If you’re paying a late fee, you’re basically upping your ARPU without consuming any extra services. And chances are pretty good that if you’re treated well, you might even take up some extra services and pay for them every month in full, albeit a bit late.
Dr. Naras Eechambadi, general manager for CSG International’s Quaero, says that about 10 percent of customers pay late every month, “but only about a quarter of them are people who won’t pay at all.” The trick for operators is to predict each month which are the folks who will pay late, but in full, and who will need to be disconnected.
The disconnects are important to predict, especially for anyone offering Pay TV services. Eechambadi explains that Pay TV providers have to pay their content partners on a per subscriber, per day basis. Any reduction in the time it takes to close out a disconnect represents hard, measurable expense reduction.
He says that the typical collections process begins the day after a payment is due – or as soon as its officially late. Disconnects don’t typically happen until somewhere between day 55 and day 65, depending on the service provider. Around day 48 the final letter goes out to notify the delinquent customer that the disconnect is coming. Day 50, however, “is the magic number,” Eechambadi says. Due to regulatory barriers, day 50 is the earliest a disconnect can happen.
By examining historical data, Quaero was able to create a predictive model for Time Warner Cable that allowed the operator to identify on day 30 which late payers were good customers, and which would actually go to disconnect. As a result, Time Warner was able to trim its collections cycle to the magic 50 day mark, in turn saving 5 days worth of content partner payments per delinquent customer per month. “You might have 50,000 to 100,000 people in this situation per month, so the numbers start to add up quite a bit,” Eechambadi says.

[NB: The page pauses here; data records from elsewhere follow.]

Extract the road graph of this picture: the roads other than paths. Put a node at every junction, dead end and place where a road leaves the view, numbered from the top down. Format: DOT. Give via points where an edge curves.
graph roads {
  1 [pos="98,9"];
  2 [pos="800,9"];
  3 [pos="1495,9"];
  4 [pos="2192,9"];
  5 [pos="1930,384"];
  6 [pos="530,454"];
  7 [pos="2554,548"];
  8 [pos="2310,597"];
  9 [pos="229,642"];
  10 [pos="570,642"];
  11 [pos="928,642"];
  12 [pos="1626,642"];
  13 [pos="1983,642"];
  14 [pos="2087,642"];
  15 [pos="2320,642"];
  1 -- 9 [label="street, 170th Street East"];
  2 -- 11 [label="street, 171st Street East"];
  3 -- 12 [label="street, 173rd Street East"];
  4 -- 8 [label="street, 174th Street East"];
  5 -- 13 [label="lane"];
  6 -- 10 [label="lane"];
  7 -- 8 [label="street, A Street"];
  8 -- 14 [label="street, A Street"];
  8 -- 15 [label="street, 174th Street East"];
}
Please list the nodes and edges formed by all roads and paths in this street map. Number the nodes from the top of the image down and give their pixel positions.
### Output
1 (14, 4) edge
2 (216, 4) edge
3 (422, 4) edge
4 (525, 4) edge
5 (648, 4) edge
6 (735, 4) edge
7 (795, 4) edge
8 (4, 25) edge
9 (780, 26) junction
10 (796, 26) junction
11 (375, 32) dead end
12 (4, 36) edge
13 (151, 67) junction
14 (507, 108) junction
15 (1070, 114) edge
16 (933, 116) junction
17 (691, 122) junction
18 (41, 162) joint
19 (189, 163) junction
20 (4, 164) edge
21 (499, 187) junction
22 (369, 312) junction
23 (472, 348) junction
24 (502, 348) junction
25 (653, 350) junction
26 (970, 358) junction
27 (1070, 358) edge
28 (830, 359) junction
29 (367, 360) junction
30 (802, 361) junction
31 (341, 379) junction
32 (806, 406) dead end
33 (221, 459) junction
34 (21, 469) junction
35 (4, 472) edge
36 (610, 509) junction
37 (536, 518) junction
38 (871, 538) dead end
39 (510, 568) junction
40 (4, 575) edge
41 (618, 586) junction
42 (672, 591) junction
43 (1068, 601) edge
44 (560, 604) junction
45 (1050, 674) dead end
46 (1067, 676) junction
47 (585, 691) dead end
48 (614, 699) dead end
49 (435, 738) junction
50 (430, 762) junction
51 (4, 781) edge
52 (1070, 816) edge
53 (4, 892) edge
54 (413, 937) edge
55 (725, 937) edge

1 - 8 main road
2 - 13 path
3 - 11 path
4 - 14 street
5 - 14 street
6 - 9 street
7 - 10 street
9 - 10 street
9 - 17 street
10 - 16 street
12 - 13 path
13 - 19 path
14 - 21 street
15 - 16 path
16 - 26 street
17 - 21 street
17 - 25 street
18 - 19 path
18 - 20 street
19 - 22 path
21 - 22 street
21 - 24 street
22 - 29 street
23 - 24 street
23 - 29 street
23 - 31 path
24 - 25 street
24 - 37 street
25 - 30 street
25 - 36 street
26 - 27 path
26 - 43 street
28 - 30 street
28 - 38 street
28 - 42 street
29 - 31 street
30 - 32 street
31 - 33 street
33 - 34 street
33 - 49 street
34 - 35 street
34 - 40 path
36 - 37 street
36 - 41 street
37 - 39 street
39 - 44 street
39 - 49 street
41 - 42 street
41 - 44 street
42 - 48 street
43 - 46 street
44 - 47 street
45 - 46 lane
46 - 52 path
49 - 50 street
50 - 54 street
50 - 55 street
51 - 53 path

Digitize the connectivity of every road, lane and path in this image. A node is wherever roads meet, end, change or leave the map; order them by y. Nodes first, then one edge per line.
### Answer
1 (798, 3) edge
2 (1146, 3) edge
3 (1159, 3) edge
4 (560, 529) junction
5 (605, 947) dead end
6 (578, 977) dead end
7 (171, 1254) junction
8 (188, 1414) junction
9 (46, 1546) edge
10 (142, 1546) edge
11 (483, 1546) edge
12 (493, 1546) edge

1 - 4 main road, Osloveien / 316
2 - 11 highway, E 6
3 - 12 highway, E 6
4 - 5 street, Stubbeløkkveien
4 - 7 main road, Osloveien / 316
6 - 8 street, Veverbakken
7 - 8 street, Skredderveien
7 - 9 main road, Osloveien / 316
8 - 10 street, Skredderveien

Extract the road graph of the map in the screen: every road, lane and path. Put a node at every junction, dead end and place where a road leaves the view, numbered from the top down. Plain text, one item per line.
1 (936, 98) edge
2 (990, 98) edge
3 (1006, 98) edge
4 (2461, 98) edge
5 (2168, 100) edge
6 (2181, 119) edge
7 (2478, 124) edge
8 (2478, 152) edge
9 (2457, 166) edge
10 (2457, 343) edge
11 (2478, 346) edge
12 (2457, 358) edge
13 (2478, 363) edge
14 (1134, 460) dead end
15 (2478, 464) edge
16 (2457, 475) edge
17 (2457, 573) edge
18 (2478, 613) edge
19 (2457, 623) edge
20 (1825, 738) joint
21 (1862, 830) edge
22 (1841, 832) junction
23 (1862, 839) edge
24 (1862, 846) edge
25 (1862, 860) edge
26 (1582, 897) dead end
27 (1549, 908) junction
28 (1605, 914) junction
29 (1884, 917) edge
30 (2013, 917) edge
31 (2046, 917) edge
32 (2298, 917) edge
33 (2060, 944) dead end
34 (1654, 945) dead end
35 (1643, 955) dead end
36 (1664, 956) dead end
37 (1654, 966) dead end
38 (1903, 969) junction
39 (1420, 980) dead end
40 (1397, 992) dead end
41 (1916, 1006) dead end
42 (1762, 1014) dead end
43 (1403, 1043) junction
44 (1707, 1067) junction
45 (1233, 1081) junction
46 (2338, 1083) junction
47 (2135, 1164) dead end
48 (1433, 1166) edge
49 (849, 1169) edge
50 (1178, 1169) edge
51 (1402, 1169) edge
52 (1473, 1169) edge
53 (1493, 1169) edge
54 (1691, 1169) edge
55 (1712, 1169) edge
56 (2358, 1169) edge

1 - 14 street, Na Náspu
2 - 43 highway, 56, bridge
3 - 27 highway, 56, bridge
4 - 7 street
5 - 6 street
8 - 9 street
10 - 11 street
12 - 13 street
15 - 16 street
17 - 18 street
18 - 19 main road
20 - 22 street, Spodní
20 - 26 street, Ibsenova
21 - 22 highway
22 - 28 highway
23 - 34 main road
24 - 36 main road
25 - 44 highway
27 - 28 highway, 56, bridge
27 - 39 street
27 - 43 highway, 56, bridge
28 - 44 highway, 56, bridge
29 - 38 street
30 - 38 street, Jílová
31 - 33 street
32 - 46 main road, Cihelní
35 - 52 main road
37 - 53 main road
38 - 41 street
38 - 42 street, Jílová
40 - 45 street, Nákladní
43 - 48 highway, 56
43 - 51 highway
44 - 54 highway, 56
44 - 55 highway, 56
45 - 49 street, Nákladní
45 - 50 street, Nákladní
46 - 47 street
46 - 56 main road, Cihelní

He admits, however, that shrinking the disconnect window ultimately wasn’t the hard part. The real challenge comes in changing the way that valuable, late paying customers are treated throughout the collections process. “In most organizations,” says Eechambadi, “once someone is late it becomes the purview of finance.” Finance, however, is concerned with collections – not with customer experience. Finance groups don’t tend to worry too much about whether they are treating good customers abrasively. In order to change the tone of collections communications that are directed to good, late payers – much less turn those communications into opportunities to engage customers in positive ways – “there’s an organizational change here that may need to occur,” Eechambadi says.
The final question is whether it is ethical for operators to continue to charge late fees to customers they know will pay in full. In this instance, I suspect “caveat emptor” has to come into play. These days, there’s no shortage of electronic tools available to remind a person to pay a bill on time, or to make an electronic payment automatically every month. If you fail to use these methods and end up paying late fees regularly, you have no one to blame but yourself. That doesn’t make late fees ethical or justified. But if you do pay them, then maybe it’s reasonable to expect your service provider to be a little bit nicer to you every month.